» **PROBLEM TO SOLVE**
Copy the records below exactly, omitting any pictures they contain.

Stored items
▼
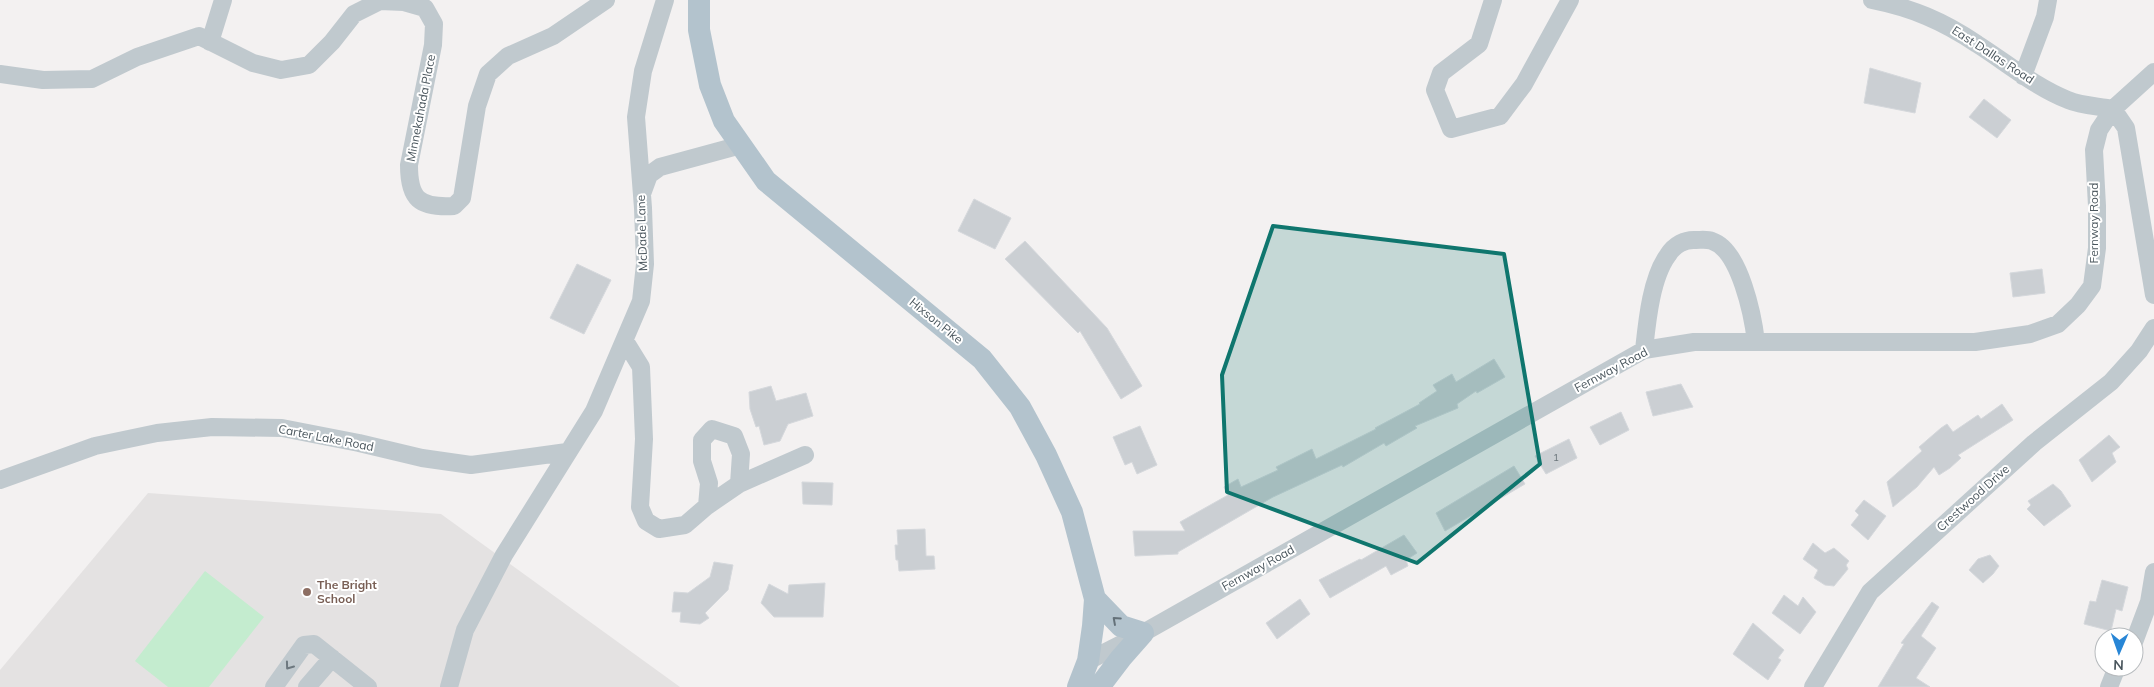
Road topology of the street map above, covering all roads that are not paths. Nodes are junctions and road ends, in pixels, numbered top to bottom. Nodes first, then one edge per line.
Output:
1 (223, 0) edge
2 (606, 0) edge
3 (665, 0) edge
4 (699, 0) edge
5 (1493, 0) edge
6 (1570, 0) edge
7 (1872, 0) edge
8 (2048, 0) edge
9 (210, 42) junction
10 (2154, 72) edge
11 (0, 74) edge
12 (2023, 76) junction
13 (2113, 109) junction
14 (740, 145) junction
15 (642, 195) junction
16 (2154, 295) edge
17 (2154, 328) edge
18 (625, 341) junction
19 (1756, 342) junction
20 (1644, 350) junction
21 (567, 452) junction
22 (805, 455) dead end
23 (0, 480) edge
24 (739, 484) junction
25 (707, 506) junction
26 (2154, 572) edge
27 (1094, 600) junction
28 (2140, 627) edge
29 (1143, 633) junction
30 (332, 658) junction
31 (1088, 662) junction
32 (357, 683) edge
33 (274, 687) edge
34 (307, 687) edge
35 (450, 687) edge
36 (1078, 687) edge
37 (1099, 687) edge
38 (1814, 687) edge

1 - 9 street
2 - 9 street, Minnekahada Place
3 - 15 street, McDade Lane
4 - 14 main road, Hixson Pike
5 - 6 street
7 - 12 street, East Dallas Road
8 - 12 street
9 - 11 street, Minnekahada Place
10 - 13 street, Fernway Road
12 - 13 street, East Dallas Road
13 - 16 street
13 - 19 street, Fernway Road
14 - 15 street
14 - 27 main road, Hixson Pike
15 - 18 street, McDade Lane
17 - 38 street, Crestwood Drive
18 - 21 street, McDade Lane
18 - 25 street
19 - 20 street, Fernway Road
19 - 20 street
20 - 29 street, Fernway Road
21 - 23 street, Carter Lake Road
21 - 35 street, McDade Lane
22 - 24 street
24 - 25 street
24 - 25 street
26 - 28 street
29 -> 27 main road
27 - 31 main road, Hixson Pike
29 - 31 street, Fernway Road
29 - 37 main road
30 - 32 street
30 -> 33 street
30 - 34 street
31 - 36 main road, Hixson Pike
▲
» **SOLUTION TO THE PROBLEM**
Road topology of the street map above, covering all roads that are not paths. Nodes are junctions and road ends, in pixels, numbered top to bottom. Nodes first, then one edge per line.
Output:
1 (223, 0) edge
2 (606, 0) edge
3 (665, 0) edge
4 (699, 0) edge
5 (1493, 0) edge
6 (1570, 0) edge
7 (1872, 0) edge
8 (2048, 0) edge
9 (210, 42) junction
10 (2154, 72) edge
11 (0, 74) edge
12 (2023, 76) junction
13 (2113, 109) junction
14 (740, 145) junction
15 (642, 195) junction
16 (2154, 295) edge
17 (2154, 328) edge
18 (625, 341) junction
19 (1756, 342) junction
20 (1644, 350) junction
21 (567, 452) junction
22 (805, 455) dead end
23 (0, 480) edge
24 (739, 484) junction
25 (707, 506) junction
26 (2154, 572) edge
27 (1094, 600) junction
28 (2140, 627) edge
29 (1143, 633) junction
30 (332, 658) junction
31 (1088, 662) junction
32 (357, 683) edge
33 (274, 687) edge
34 (307, 687) edge
35 (450, 687) edge
36 (1078, 687) edge
37 (1099, 687) edge
38 (1814, 687) edge

1 - 9 street
2 - 9 street, Minnekahada Place
3 - 15 street, McDade Lane
4 - 14 main road, Hixson Pike
5 - 6 street
7 - 12 street, East Dallas Road
8 - 12 street
9 - 11 street, Minnekahada Place
10 - 13 street, Fernway Road
12 - 13 street, East Dallas Road
13 - 16 street
13 - 19 street, Fernway Road
14 - 15 street
14 - 27 main road, Hixson Pike
15 - 18 street, McDade Lane
17 - 38 street, Crestwood Drive
18 - 21 street, McDade Lane
18 - 25 street
19 - 20 street, Fernway Road
19 - 20 street
20 - 29 street, Fernway Road
21 - 23 street, Carter Lake Road
21 - 35 street, McDade Lane
22 - 24 street
24 - 25 street
24 - 25 street
26 - 28 street
29 -> 27 main road
27 - 31 main road, Hixson Pike
29 - 31 street, Fernway Road
29 - 37 main road
30 - 32 street
30 -> 33 street
30 - 34 street
31 - 36 main road, Hixson Pike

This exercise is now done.